El Conocimiento Ecológico Tradicional (CET) se postula como una herramienta clave para la adaptación de los ecosistemas agrarios y pesqueros al cambio climático.
Se trata de un sistema de saberes ecológicos de naturaleza experiencial, adquirido a través de la práctica directa sobre el terreno y transmitido de generación en generación dentro de un mismo grupo cultural. Su carácter acumulativo y colectivo lo convierte en un recurso estratégico para entender los cambios ambientales y desarrollar respuestas ajustadas a las realidades locales.
Así lo reivindican desde Alimentta, think tank para la transición alimentaria, que ha presentado su proyecto Vía Sabía, que recoge la voz de productores del campo y del mar que, junto a un comité científico, han trabajado para comprender las necesidades de adaptación al cambio climático y aportar soluciones desde la investigación participativa y el sector primario.
Saberes ecológicos tradicionales
El proyecto aporta diversas claves para comprender los efectos del cambio climático en el campo y en el mar— la alteración de los suelos, el agua, los fondos marinos y las corrientes, el consenso sobre el aumento de la temperatura en el agua y el aire, el impacto de estos cambios en la productividad de los ecosistemas, el agravamiento de las tensiones sociales y económicas en el sector productivo y la necesidad de modificar prácticas, estrategias y materiales para adaptarse a los nuevos desafíos ambientales— y propone una serie de acciones como hojas de ruta para orientar la investigación y las políticas públicas, entre las que destacan:
La protección de la agricultura familiar y la pesca de pequeña escala, sostenible y de cercanía, el refuerzo del acceso a financiación justa y el fomento del trabajo colectivo, esenciales para garantizar la resiliencia del sector primario frente al cambio climático y las amenazas del mercado global.

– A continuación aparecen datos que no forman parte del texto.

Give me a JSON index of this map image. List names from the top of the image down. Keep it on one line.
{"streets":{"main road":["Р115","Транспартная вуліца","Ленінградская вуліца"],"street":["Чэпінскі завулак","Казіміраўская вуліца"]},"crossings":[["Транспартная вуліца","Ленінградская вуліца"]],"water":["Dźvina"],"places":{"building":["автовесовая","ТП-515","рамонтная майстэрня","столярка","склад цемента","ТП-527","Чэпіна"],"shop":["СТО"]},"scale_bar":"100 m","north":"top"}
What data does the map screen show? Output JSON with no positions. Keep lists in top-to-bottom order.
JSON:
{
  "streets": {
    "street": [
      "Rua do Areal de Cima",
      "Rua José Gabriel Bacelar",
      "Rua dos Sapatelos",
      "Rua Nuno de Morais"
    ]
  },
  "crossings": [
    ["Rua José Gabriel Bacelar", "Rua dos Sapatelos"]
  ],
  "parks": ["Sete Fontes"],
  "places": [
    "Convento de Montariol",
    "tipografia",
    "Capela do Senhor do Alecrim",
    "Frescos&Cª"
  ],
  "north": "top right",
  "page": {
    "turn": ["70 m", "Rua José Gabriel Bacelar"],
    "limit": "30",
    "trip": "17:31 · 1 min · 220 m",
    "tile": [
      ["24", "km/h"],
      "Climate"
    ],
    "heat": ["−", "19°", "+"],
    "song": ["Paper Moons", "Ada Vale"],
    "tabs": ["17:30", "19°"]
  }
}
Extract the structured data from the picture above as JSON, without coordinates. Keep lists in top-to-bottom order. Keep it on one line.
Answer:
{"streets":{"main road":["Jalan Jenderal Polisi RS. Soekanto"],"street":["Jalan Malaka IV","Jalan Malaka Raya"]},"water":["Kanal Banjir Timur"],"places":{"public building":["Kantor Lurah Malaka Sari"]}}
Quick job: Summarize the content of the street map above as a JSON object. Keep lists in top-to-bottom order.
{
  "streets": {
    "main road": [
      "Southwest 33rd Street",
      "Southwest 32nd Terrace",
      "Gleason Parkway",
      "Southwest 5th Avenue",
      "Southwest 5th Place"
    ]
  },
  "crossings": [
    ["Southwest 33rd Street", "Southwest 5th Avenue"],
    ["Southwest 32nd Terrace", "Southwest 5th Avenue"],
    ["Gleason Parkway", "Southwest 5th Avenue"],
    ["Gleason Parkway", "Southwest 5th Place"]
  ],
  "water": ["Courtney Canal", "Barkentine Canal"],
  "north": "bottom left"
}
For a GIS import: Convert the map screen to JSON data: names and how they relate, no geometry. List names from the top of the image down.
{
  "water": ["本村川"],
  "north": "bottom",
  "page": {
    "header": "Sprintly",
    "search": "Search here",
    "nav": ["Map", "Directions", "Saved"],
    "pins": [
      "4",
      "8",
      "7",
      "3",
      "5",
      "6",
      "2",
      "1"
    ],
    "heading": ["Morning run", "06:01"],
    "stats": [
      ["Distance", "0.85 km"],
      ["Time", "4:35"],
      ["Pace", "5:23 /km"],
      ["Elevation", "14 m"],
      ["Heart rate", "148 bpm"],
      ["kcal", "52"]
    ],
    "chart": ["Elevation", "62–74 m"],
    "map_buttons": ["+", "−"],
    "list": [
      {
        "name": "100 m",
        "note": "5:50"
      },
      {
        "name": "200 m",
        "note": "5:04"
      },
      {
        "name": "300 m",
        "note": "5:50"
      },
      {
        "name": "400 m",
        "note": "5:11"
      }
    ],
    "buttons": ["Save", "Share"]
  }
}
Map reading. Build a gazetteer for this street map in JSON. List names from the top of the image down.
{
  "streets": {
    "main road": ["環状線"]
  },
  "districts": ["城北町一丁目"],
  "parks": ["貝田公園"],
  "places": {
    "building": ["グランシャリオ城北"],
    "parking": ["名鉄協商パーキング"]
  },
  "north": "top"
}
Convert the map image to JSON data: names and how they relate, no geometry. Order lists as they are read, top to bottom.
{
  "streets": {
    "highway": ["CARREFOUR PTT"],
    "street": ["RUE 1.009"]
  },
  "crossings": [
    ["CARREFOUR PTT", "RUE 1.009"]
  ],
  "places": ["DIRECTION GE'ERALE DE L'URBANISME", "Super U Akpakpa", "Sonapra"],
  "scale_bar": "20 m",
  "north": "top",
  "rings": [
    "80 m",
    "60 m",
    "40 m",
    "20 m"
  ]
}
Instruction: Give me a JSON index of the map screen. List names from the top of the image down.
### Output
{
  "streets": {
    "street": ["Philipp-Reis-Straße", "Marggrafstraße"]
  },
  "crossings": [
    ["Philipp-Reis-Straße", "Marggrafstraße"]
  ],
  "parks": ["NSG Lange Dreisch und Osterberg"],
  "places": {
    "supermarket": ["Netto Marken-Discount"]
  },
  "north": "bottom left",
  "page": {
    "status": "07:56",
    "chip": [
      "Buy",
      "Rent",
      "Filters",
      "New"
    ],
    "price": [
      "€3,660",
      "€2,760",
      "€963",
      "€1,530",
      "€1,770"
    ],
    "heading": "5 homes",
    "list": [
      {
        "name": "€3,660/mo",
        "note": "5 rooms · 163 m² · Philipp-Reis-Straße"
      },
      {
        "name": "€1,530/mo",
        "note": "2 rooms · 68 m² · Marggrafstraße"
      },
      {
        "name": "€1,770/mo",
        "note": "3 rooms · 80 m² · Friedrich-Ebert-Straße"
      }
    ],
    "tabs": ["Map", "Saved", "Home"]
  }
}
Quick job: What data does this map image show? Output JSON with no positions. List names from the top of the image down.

El impulso de los sistemas alimentarios locales y sostenibles, que valoricen productos autóctonos y refuercen la autonomía alimentaria, para construir territorios más resilientes y justos.
Una gestión del agua adaptativa, equitativa y eficiente, porque permitiría asegurar el acceso sostenible de este elemento imprescindible, en un contexto de cambio climático.
La conservación de ecosistemas agrarios y marinos, la regeneración de suelos y la protección de zonas vulnerables, pilares fundamentales para reforzar la resiliencia de los territorios productivos.
La formación de agricultores y pescadores en adaptación climática y la sensibilización de la ciudadanía sobre el impacto de sus decisiones de consumo, que son esenciales para construir un futuro más sostenible.
La revisión del uso de nuevas tecnologías y la promoción, en su caso, de alternativas más adecuadas, para contribuir a una adaptación sostenible del sector agrario y pesquero al cambio climático.